The most striking piece on the disc is Le Tombeau d’Edgar Poe, a 16-minute orchestral suite shaped in 1986 from Argento’s opera The Voyage of Edgar Allan Poe, composed ten years earlier. Drawing its title from a poem by Mallarmé, the orchestral work comprises four connected movements, each of which features a setting of a portion of Annabel Lee, sung by an offstage tenor. The music is darkly evocative and sumptuously orchestrated, with a moodiness suggestive of Bernard Herrmann. My only reservation is the offstage tenor effect, which I find annoyingly neither-here-nor-there — obtrusive but not present enough to fit into the harmonic structure.

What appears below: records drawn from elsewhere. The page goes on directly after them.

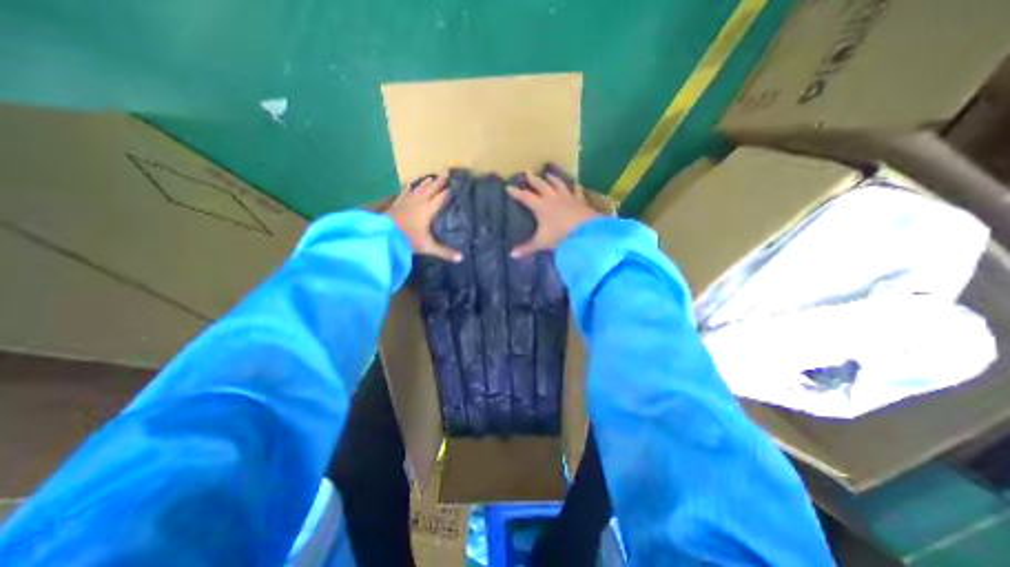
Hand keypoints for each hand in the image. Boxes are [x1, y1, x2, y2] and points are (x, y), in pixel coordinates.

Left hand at [386, 172, 462, 260]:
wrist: (383, 234)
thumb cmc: (407, 239)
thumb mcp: (428, 246)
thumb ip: (444, 252)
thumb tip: (461, 258)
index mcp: (428, 210)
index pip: (441, 198)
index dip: (448, 191)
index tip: (454, 185)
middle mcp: (419, 202)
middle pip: (431, 189)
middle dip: (439, 181)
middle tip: (446, 172)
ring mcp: (406, 201)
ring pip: (419, 189)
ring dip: (426, 183)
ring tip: (431, 177)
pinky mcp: (396, 203)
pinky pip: (405, 193)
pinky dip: (409, 189)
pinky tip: (410, 186)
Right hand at [505, 172, 598, 257]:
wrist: (585, 231)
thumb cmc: (560, 236)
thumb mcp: (541, 243)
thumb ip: (526, 248)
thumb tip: (511, 255)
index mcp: (541, 206)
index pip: (525, 197)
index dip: (516, 193)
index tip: (508, 187)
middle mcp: (552, 198)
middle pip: (541, 186)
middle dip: (533, 180)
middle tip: (527, 172)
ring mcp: (567, 197)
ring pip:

Valentino Dances, clearly the “featured work” on the disc, is a ten-minute suite drawn in 1997 from the composer’s thirteenth opera, The Dream of Valentino, written in 1994. Here Argento takes the opportunity to enter the tango market, trying his hand at the dance form that inundated the music world at all class levels like a tidal wave during the past decade (thanks largely to the ironically posthumous international sensation created by the singularly talented Astor Piazzola). With an orchestration that includes alto saxophone, accordion, and a large percussion section, Argento’s suite conjures a mood of exquisite refinement and sophisticated taste, not unlike the tango movement from Barber’s Souvenirs.

In a sense, Reverie — Reflections on a Hymn Tune is the most “conventional” work on the disc, but it is also perhaps the most fully realized. Composed in 1997 for the Minnesota Orchestra to showcase on a European tour, the work is based on a German hymn called “Ellacombe,” and is the sort of rhapsody in which the featured tune only gradually comes into focus. Yet despite its essentially diatonic materials and its character as an “occasional piece,” its form is highly imaginative and realized with impeccable taste, as the theme is refracted through various perspectives, eventually achieving a genuinely noble grandeur that is almost Mahlerian in impact.

The very brief Valse Triste was one of a number of birthday offerings composed for conductor David Zinman’s 60th birthday. It is a dark and dreamy waltz, with a nodding acknowledgment to Sibelius.

The Minnesota Orchestra has named Argento their “Composer Laureate,” and their performances here reflect the vigorous advocacy one might expect on behalf of the works of their obviously beloved colleague. Under the leadership of Music Director Eiji Oue, they provide richly textured, dynamically charged renditions that present the music in the best possible light. Offering a substantial portion of the output of a distinguished figure somewhat under-represented on recording, this is an important release for those interested in American orchestral music of the late 20thcentury.